Ich hatte gestern schon die ganze Zeit Lust auf Hanfmilch, war aber nach der Arbeit zu Faul noch irgendwas in der Küche zu machen. Außerdem wären, wenn ich kurz vor Mitternacht den Vitamix einschalte, vermutlich die Nachbarn mit Mistgabeln und Fackeln vor der Tür gestanden 3:).

Also gab es die Hanfmilch heute Morgen nach dem Training als Frühstück :-).


Gewürzmilch

1 Cup (240 ml) Hanfsamen
1 Liter Wasser
10 Kapseln Kardamom
1 Stange Zimt
1 Stückchen Ingwer (nach Geschmack, ich hatte ca. 5 cm)

Alles im Mixer auf höchster Stufe mixen/pürieren.

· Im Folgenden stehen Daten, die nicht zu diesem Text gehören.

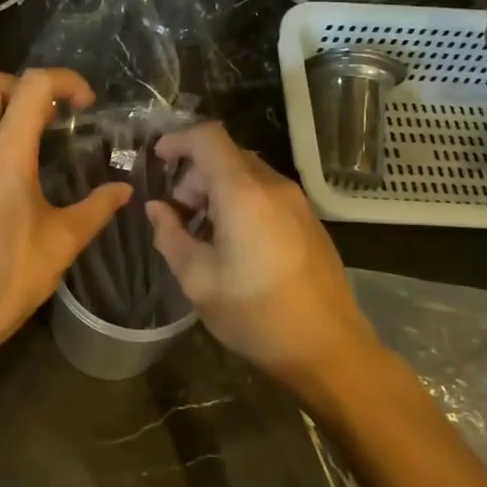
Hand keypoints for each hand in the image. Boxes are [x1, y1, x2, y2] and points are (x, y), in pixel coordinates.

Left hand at [0, 68, 130, 377]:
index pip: (33, 85)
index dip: (64, 81)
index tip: (84, 104)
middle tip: (43, 115)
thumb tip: (122, 190)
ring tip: (25, 168)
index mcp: (6, 154)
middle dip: (17, 85)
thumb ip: (96, 209)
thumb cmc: (7, 279)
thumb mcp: (61, 244)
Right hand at [144, 123, 373, 397]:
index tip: (157, 159)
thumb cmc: (257, 316)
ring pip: (248, 173)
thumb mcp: (198, 280)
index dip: (178, 140)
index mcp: (244, 193)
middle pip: (227, 154)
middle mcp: (274, 186)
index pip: (208, 138)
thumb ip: (170, 236)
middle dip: (194, 174)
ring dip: (217, 188)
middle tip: (178, 213)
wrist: (330, 349)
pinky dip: (240, 200)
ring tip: (202, 231)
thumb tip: (157, 209)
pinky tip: (233, 241)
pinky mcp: (309, 220)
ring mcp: (297, 202)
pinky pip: (266, 192)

Dann durch einen Nussmilchbeutel (Wäschenetz, Baumwolltuch etc.) filtern und gut ausdrücken.
Den Trester der im Beutel zurückbleibt kann man noch für Energiekugeln, Kuchen oder Cracker verwenden.

Die Milch wieder in den Mixbehälter geben und noch folgende Zutaten dazu geben:

1 Banane
Datteln je nachdem wie süß man es mag (ich hatte 3)
1 Priese Muskatnuss

Das ganze noch mal gut durchmixen.

Die Hälfte davon gab es als Frühstück. Vor dem trinken habe ich das ganze noch mit etwas Zimt bestreut.
Den Rest nehme ich dann später mit in die Arbeit.

Alternativ kann man auch einen Teil davon einfach mit Chiasamen verrühren und Chiapudding daraus machen :-).

 

KiBa-Chili-Eis

Der Herbst zeigt sich jetzt immer deutlicher. Morgens verhüllt Nebel die Landschaft, die Blätter der Baume verfärben sich langsam von grün zu kunterbunt und in den frühen Morgenstunden taucht die aufgehende Sonne den Wald in ein magisches Licht :-).

DAS sind die Sachen die ich am Herbst mag. Was ich aber gar nicht mag sind die kühlen Temperaturen und dass es so früh dunkel wird.

Also klammere ich mich noch so lange es geht am Sommer fest :-).
Und nach dem es heute noch mal so richtig schön war gibt es heute gleich noch mal ein Eis.

KiBa-Chili-Eis

3 gefrorene Bananen
2 Handvoll gefrorene Kirschen
Saft von 1 Orange
Je nach Geschmack 1/8 bis 1/4 TL gemahlener Chili

Die Bananen in Stücke schneiden und dann alle Zutaten im Mixer auf höchster Stufe mithilfe vom Stößel zu Eis verarbeiten.

In Eisschalen füllen. Gibt entweder eine große Portion für alle die so verfressen sind wie ich viel Hunger haben oder 2 normale Portionen :-D.

Obendrauf gab es als Topping etwas vom Hanf-Schokoaufstrich und Kokosflocken.